____ Recorded data

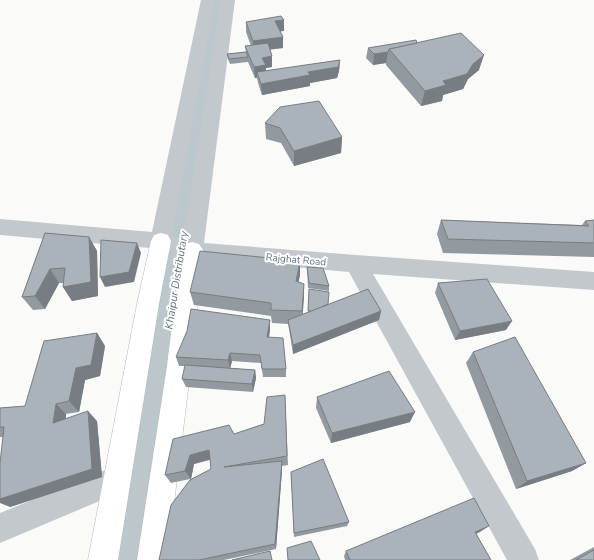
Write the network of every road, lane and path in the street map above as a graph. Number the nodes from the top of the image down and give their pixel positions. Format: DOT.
graph roads {
  1 [pos="208,0"];
  2 [pos="228,0"];
  3 [pos="0,227"];
  4 [pos="161,241"];
  5 [pos="192,250"];
  6 [pos="356,264"];
  7 [pos="594,281"];
  8 [pos="118,478"];
  9 [pos="0,528"];
  10 [pos="103,560"];
  11 [pos="152,560"];
  12 [pos="524,560"];
  1 -- 4 [label="street"];
  2 -- 5 [label="street"];
  3 -- 4 [label="street, Rajghat Road"];
  4 -- 5 [label="street, Rajghat Road"];
  4 -- 8 [label="main road"];
  5 -- 6 [label="street, Rajghat Road"];
  5 -- 11 [label="main road"];
  6 -- 7 [label="street, Rajghat Road"];
  6 -- 12 [label="street"];
  8 -- 9 [label="street"];
  8 -- 10 [label="main road"];
}
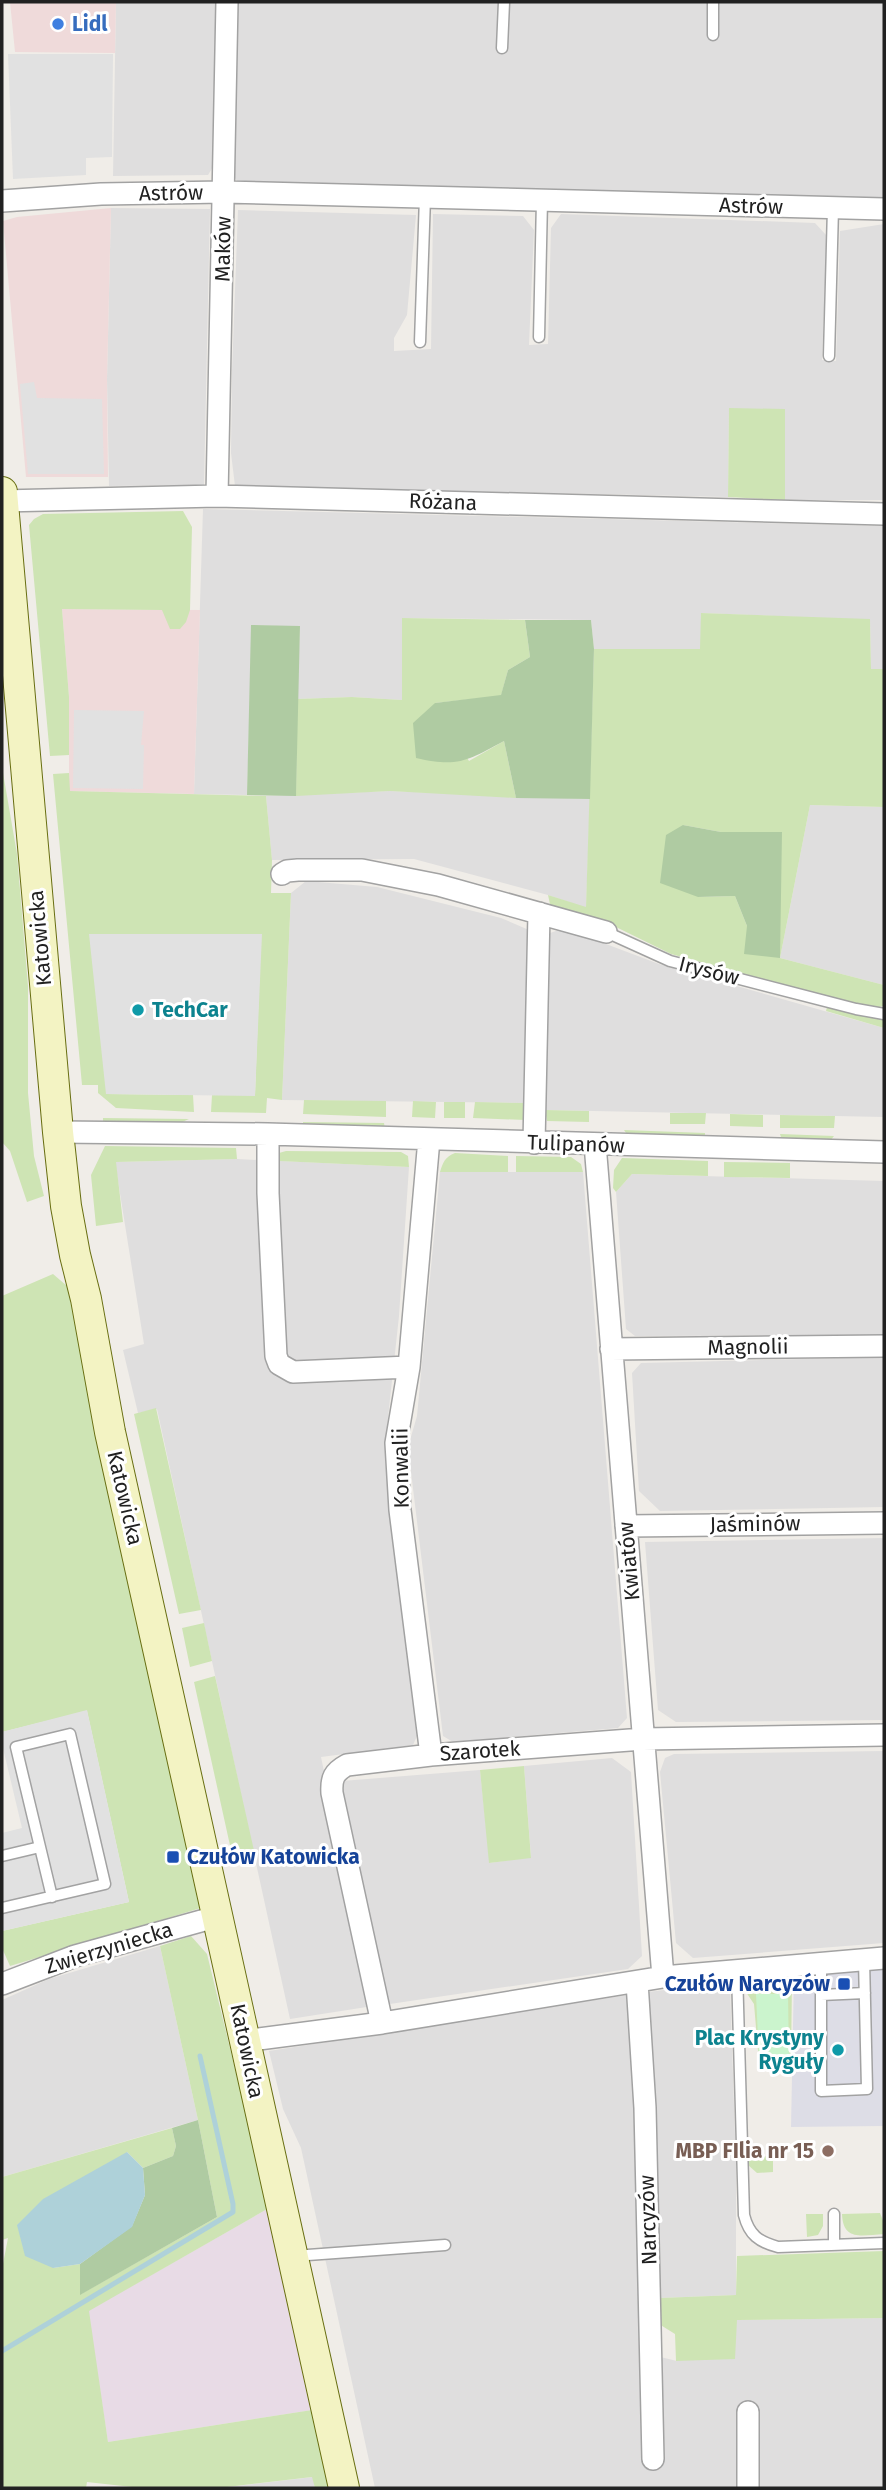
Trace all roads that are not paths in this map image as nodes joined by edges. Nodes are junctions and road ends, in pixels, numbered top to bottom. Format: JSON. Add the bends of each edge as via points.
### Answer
{"nodes":[{"id":1,"x":228,"y":2,"type":"edge"},
{"id":2,"x":503,"y":2,"type":"edge"},
{"id":3,"x":713,"y":2,"type":"edge"},
{"id":4,"x":713,"y":35,"type":"dead end"},
{"id":5,"x":502,"y":48,"type":"dead end"},
{"id":6,"x":224,"y":192,"type":"junction"},
{"id":7,"x":425,"y":197,"type":"junction"},
{"id":8,"x":542,"y":200,"type":"junction"},
{"id":9,"x":2,"y":201,"type":"edge"},
{"id":10,"x":833,"y":208,"type":"junction"},
{"id":11,"x":884,"y":209,"type":"edge"},
{"id":12,"x":539,"y":337,"type":"dead end"},
{"id":13,"x":420,"y":342,"type":"dead end"},
{"id":14,"x":829,"y":356,"type":"dead end"},
{"id":15,"x":216,"y":496,"type":"junction"},
{"id":16,"x":2,"y":498,"type":"edge"},
{"id":17,"x":884,"y":514,"type":"edge"},
{"id":18,"x":282,"y":874,"type":"dead end"},
{"id":19,"x":539,"y":913,"type":"junction"},
{"id":20,"x":606,"y":932,"type":"joint"},
{"id":21,"x":884,"y":1014,"type":"edge"},
{"id":22,"x":58,"y":1132,"type":"junction"},
{"id":23,"x":268,"y":1134,"type":"junction"},
{"id":24,"x":429,"y":1139,"type":"junction"},
{"id":25,"x":534,"y":1143,"type":"junction"},
{"id":26,"x":595,"y":1144,"type":"junction"},
{"id":27,"x":884,"y":1152,"type":"edge"},
{"id":28,"x":884,"y":1346,"type":"edge"},
{"id":29,"x":611,"y":1349,"type":"junction"},
{"id":30,"x":409,"y":1367,"type":"junction"},
{"id":31,"x":884,"y":1522,"type":"edge"},
{"id":32,"x":626,"y":1526,"type":"junction"},
{"id":33,"x":884,"y":1735,"type":"edge"},
{"id":34,"x":643,"y":1739,"type":"junction"},
{"id":35,"x":432,"y":1755,"type":"junction"},
{"id":36,"x":40,"y":1847,"type":"junction"},
{"id":37,"x":2,"y":1856,"type":"edge"},
{"id":38,"x":52,"y":1896,"type":"junction"},
{"id":39,"x":2,"y":1908,"type":"edge"},
{"id":40,"x":219,"y":1916,"type":"junction"},
{"id":41,"x":874,"y":1959,"type":"edge"},
{"id":42,"x":821,"y":1963,"type":"junction"},
{"id":43,"x":737,"y":1970,"type":"junction"},
{"id":44,"x":663,"y":1977,"type":"junction"},
{"id":45,"x":637,"y":1982,"type":"junction"},
{"id":46,"x":2,"y":1984,"type":"edge"},
{"id":47,"x":865,"y":1993,"type":"junction"},
{"id":48,"x":821,"y":1994,"type":"junction"},
{"id":49,"x":382,"y":2023,"type":"junction"},
{"id":50,"x":244,"y":2041,"type":"junction"},
{"id":51,"x":834,"y":2214,"type":"dead end"},
{"id":52,"x":884,"y":2243,"type":"edge"},
{"id":53,"x":445,"y":2245,"type":"dead end"},
{"id":54,"x":834,"y":2245,"type":"junction"},
{"id":55,"x":293,"y":2257,"type":"junction"},
{"id":56,"x":748,"y":2412,"type":"dead end"},
{"id":57,"x":653,"y":2459,"type":"dead end"},
{"id":58,"x":344,"y":2488,"type":"edge"},
{"id":59,"x":748,"y":2488,"type":"edge"}],
"edges":[{"from":1,"to":6,"type":"street","name":"Maków"},
{"from":2,"to":5,"type":"lane"},
{"from":3,"to":4,"type":"lane"},
{"from":6,"to":7,"type":"street","name":"Astrów"},
{"from":6,"to":9,"type":"street","name":"Astrów"},
{"from":6,"to":15,"type":"street","name":"Maków"},
{"from":7,"to":8,"type":"street","name":"Astrów"},
{"from":7,"to":13,"type":"lane"},
{"from":8,"to":10,"type":"street","name":"Astrów"},
{"from":8,"to":12,"type":"lane"},
{"from":10,"to":11,"type":"street","name":"Astrów"},
{"from":10,"to":14,"type":"lane"},
{"from":15,"to":16,"type":"street","name":"Różana"},
{"from":15,"to":17,"type":"street","name":"Różana"},
{"from":16,"to":22,"type":"main road","name":"Katowicka"},
{"from":18,"to":19,"type":"street","name":"Irysów","via":[[362,870]]},
{"from":19,"to":20,"type":"street","name":"Irysów"},
{"from":19,"to":25,"type":"street"},
{"from":20,"to":21,"type":"lane","name":"Irysów","via":[[670,961]]},
{"from":22,"to":23,"type":"street","name":"Tulipanów"},
{"from":22,"to":40,"type":"main road","name":"Katowicka","via":[[66,1206],[110,1432]]},
{"from":23,"to":24,"type":"street","name":"Tulipanów"},
{"from":23,"to":30,"type":"street","via":[[279,1364],[293,1372]]},
{"from":24,"to":25,"type":"street","name":"Tulipanów"},
{"from":24,"to":30,"type":"street","name":"Konwalii"},
{"from":25,"to":26,"type":"street","name":"Tulipanów"},
{"from":26,"to":27,"type":"street","name":"Tulipanów"},
{"from":26,"to":29,"type":"street","name":"Kwiatów"},
{"from":28,"to":29,"type":"street","name":"Magnolii"},
{"from":29,"to":32,"type":"street","name":"Kwiatów"},
{"from":30,"to":35,"type":"street","name":"Konwalii","via":[[396,1443],[400,1510]]},
{"from":31,"to":32,"type":"street","name":"Jaśminów"},
{"from":32,"to":34,"type":"street","name":"Kwiatów"},
{"from":33,"to":34,"type":"street","name":"Szarotek"},
{"from":34,"to":35,"type":"street","name":"Szarotek"},
{"from":34,"to":44,"type":"street","name":"Kwiatów"},
{"from":35,"to":49,"type":"street","name":"Szarotek","via":[[346,1765],[331,1783]]},
{"from":36,"to":37,"type":"lane"},
{"from":36,"to":38,"type":"lane"},
{"from":36,"to":38,"type":"lane","via":[[16,1747],[70,1734],[106,1884]]},
{"from":38,"to":39,"type":"lane"},
{"from":40,"to":46,"type":"street","name":"Zwierzyniecka","via":[[75,1956]]},
{"from":40,"to":50,"type":"main road","name":"Katowicka"},
{"from":41,"to":42,"type":"street"},
{"from":41,"to":47,"type":"lane"},
{"from":42,"to":43,"type":"street"},
{"from":42,"to":48,"type":"lane"},
{"from":43,"to":44,"type":"street"},
{"from":43,"to":54,"type":"lane","via":[[747,2225],[762,2243],[778,2247]]},
{"from":44,"to":45,"type":"street"},
{"from":45,"to":49,"type":"street"},
{"from":45,"to":57,"type":"street","name":"Narcyzów","via":[[645,2108]]},
{"from":47,"to":48,"type":"lane"},
{"from":47,"to":48,"type":"lane","via":[[867,2089],[821,2091]]},
{"from":49,"to":50,"type":"street"},
{"from":50,"to":55,"type":"main road","name":"Katowicka"},
{"from":51,"to":54,"type":"lane"},
{"from":52,"to":54,"type":"lane"},
{"from":53,"to":55,"type":"lane"},
{"from":55,"to":58,"type":"main road","name":"Katowicka"},
{"from":56,"to":59,"type":"street"}]}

________

# [About this task]
If a line in the material contains "Maków", show it.

# [Finished exercise]
"edges":[{"from":1,"to":6,"type":"street","name":"Maków"},
{"from":6,"to":15,"type":"street","name":"Maków"},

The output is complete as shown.